Looking at the records below, state how many lines include the string "support" and add nothing further.

(Data for review Opens)

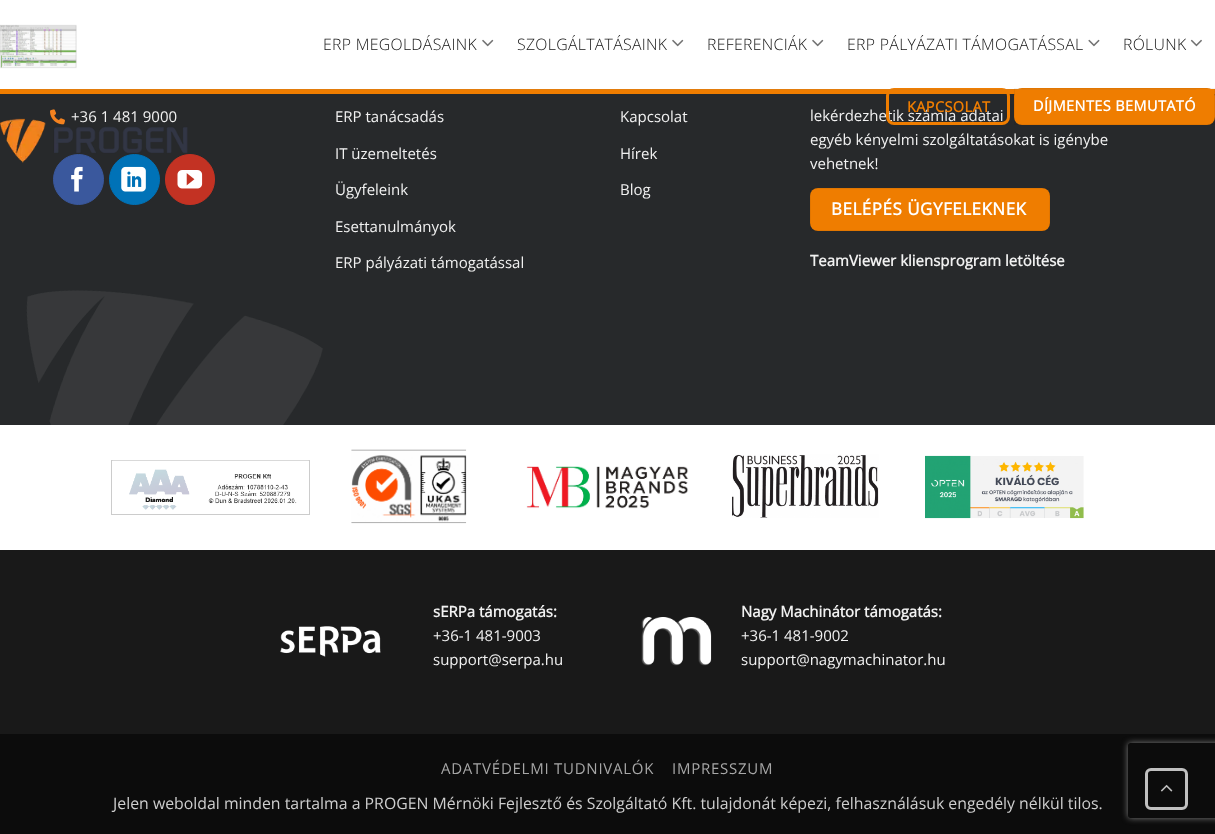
<svg xmlns="http://www.w3.org/2000/svg" width="1215" height="834">
<defs>
<clipPath id="clip1"><path d="M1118 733h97v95h-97zm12.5 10h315c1.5 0 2.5 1 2.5 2.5v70c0 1.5-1 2.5-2.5 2.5h-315c-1.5 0-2.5-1-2.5-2.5v-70c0-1.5 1-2.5 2.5-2.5z" clip-rule="evenodd"/></clipPath>
</defs>
<rect width="100%" height="100%" fill="#0c0c0c"/>
<rect width="1215" height="89" fill="#fff"/>
<rect y="89" width="1215" height="5" fill="#ef7d00"/>
<image x="0" y="24" width="77" height="45" href="media/1.png"/>
<rect y="94" width="1215" height="331" fill="#27292b"/>
<image x="50" y="109" width="15" height="16" href="media/6.png"/>
<text x="71" y="122" style="font-family:Open Sans;font-size:15px;fill:#f1f1f1">+36 1 481 9000</text>
<circle cx="78.5" cy="179.5" r="25" fill="#3a589d" stroke="#3a589d"/>
<circle cx="134.5" cy="179.5" r="25" fill="#0072b7" stroke="#0072b7"/>
<rect x="165.5" y="154.5" width="49" height="50" rx="24.5" fill="#c33223" stroke="#c33223"/>
<image x="0" y="118" width="188" height="45" href="media/2.png"/>
<text x="323" y="50" style="font-family:Open Sans;font-size:15.85px;font-weight:300;letter-spacing:0.3px;fill:#131313">ERP MEGOLDÁSAINK</text>
<image x="482" y="39" width="12" height="8" href="media/3.png"/>
<text x="517" y="50" style="font-family:Open Sans;font-size:15.85px;font-weight:300;letter-spacing:0.3px;fill:#131313">SZOLGÁLTATÁSAINK</text>
<image x="672" y="39" width="12" height="8" href="media/3.png"/>
<text x="707" y="50" style="font-family:Open Sans;font-size:15.85px;font-weight:300;letter-spacing:0.3px;fill:#131313">REFERENCIÁK</text>
<image x="812" y="39" width="12" height="8" href="media/3.png"/>
<text x="847" y="50" style="font-family:Open Sans;font-size:15.85px;font-weight:300;letter-spacing:0.3px;fill:#131313">ERP PÁLYÁZATI TÁMOGATÁSSAL</text>
<image x="1088" y="39" width="12" height="8" href="media/4.png"/>
<text x="1123" y="50" style="font-family:Open Sans;font-size:15.85px;font-weight:300;letter-spacing:0.3px;fill:#131313">RÓLUNK</text>
<image x="1190" y="39" width="12" height="8" href="media/5.png"/>
<text x="810" y="121" style="font-family:Open Sans;font-size:15px;fill:#f1f1f1">lekérdezhetik számla adatai</text>
<rect x="887.5" y="89.5" width="121" height="34" rx="6.5" fill="none" stroke="#ef7d00" stroke-width="3"/>
<text x="907" y="112" style="font-family:Open Sans;font-size:14.5px;font-weight:bold;letter-spacing:0.4px;fill:#ef7d00">KAPCSOLAT</text>
<rect x="1014" y="88" width="201" height="37" rx="8" fill="#ef7d00"/>
<rect x="1014.5" y="88.5" width="200" height="36" fill="none" stroke="#0000000d"/>
<text x="1033" y="111" style="font-family:Open Sans;font-size:14.5px;font-weight:bold;letter-spacing:0.4px;fill:#fff">DÍJMENTES BEMUTATÓ</text>
<rect x="19" y="89" width="1177" height="1" fill="#7777771a"/>
<image x="71" y="166" width="12" height="26" href="media/7.png"/>
<image x="121" y="166" width="25" height="26" href="media/8.png"/>
<image x="177" y="170" width="26" height="19" href="media/9.png"/>
<text x="335" y="122" style="font-family:Open Sans;font-size:15px;fill:#f1f1f1">ERP tanácsadás</text>
<text x="335" y="159" style="font-family:Open Sans;font-size:15px;fill:#f1f1f1">IT üzemeltetés</text>
<text x="335" y="195" style="font-family:Open Sans;font-size:15px;fill:#f1f1f1">Ügyfeleink</text>
<text x="335" y="232" style="font-family:Open Sans;font-size:15px;fill:#f1f1f1">Esettanulmányok</text>
<text x="335" y="268" style="font-family:Open Sans;font-size:15px;fill:#f1f1f1">ERP pályázati támogatással</text>
<text x="620" y="122" style="font-family:Open Sans;font-size:15px;fill:#f1f1f1">Kapcsolat</text>
<text x="620" y="159" style="font-family:Open Sans;font-size:15px;fill:#f1f1f1">Hírek</text>
<text x="620" y="195" style="font-family:Open Sans;font-size:15px;fill:#f1f1f1">Blog</text>
<text x="810" y="145" style="font-family:Open Sans;font-size:15px;fill:#f1f1f1">egyéb kényelmi szolgáltatásokat is igénybe</text>
<text x="810" y="169" style="font-family:Open Sans;font-size:15px;fill:#f1f1f1">vehetnek!</text>
<rect x="810" y="188" width="240" height="43" rx="8" fill="#ef7d00"/>
<rect x="810.5" y="188.5" width="239" height="42" fill="none" stroke="#0000000d"/>
<text x="831" y="215" style="font-family:Open Sans;font-size:17px;font-weight:bold;letter-spacing:0.5px;fill:#fff">BELÉPÉS ÜGYFELEKNEK</text>
<text x="810" y="266" style="font-family:Open Sans;font-size:15px;font-weight:bold;fill:#f1f1f1">TeamViewer kliensprogram letöltése</text>
<image x="26" y="290" width="297" height="135" href="media/10.png"/>
<rect y="425" width="1215" height="125" fill="#fff"/>
<rect x="111.5" y="460.5" width="198" height="54" fill="none" stroke="#ccc"/>
<image x="112" y="460" width="197" height="50" href="media/11.png"/>
<image x="351" y="449" width="116" height="75" href="media/12.png"/>
<image x="526" y="466" width="163" height="43" href="media/13.png"/>
<image x="732" y="454" width="147" height="64" href="media/14.png"/>
<image x="925" y="455" width="159" height="64" href="media/15.png"/>
<rect y="550" width="1215" height="184" fill="#191919"/>
<image x="280" y="626" width="101" height="31" href="media/16.png"/>
<text x="433" y="617" style="font-family:Open Sans;font-size:15px;font-weight:bold;fill:#f1f1f1">sERPa támogatás:</text>
<text x="433" y="641" style="font-family:Open Sans;font-size:15px;fill:#f1f1f1">+36-1 481-9003</text>
<text x="433" y="665" style="font-family:Open Sans;font-size:15px;fill:#f1f1f1">support@serpa.hu</text>
<image x="641" y="617" width="71" height="49" href="media/17.png"/>
<text x="741" y="617" style="font-family:Open Sans;font-size:15px;font-weight:bold;fill:#f1f1f1">Nagy Machinátor támogatás:</text>
<text x="741" y="641" style="font-family:Open Sans;font-size:15px;fill:#f1f1f1">+36-1 481-9002</text>
<text x="741" y="665" style="font-family:Open Sans;font-size:15px;fill:#f1f1f1">support@nagymachinator.hu</text>
<text x="441" y="774" style="font-family:Open Sans;font-size:15px;letter-spacing:0.75px;fill:#a7a7a7">ADATVÉDELMI TUDNIVALÓK</text>
<text x="672" y="774" style="font-family:Open Sans;font-size:15px;letter-spacing:0.75px;fill:#a7a7a7">IMPRESSZUM</text>
<text x="113" y="809" style="font-family:Open Sans;font-size:15.85px;fill:#cecece">Jelen weboldal minden tartalma a PROGEN Mérnöki Fejlesztő és Szolgáltató Kft. tulajdonát képezi, felhasználásuk engedély nélkül tilos.</text>
<g clip-path="url(#clip1)">
<rect x="1128" y="743" width="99" height="75" rx="2.5" fill="#808080" filter="blur(3px)"/>
</g>
<rect x="1146.5" y="769.5" width="40" height="39" rx="4.5" fill="none" stroke="#c0c0c0" stroke-width="3"/>
<image x="1160" y="784" width="13" height="8" href="media/18.png"/>
</svg>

(Data for review Closes)

**Exercise output:** 2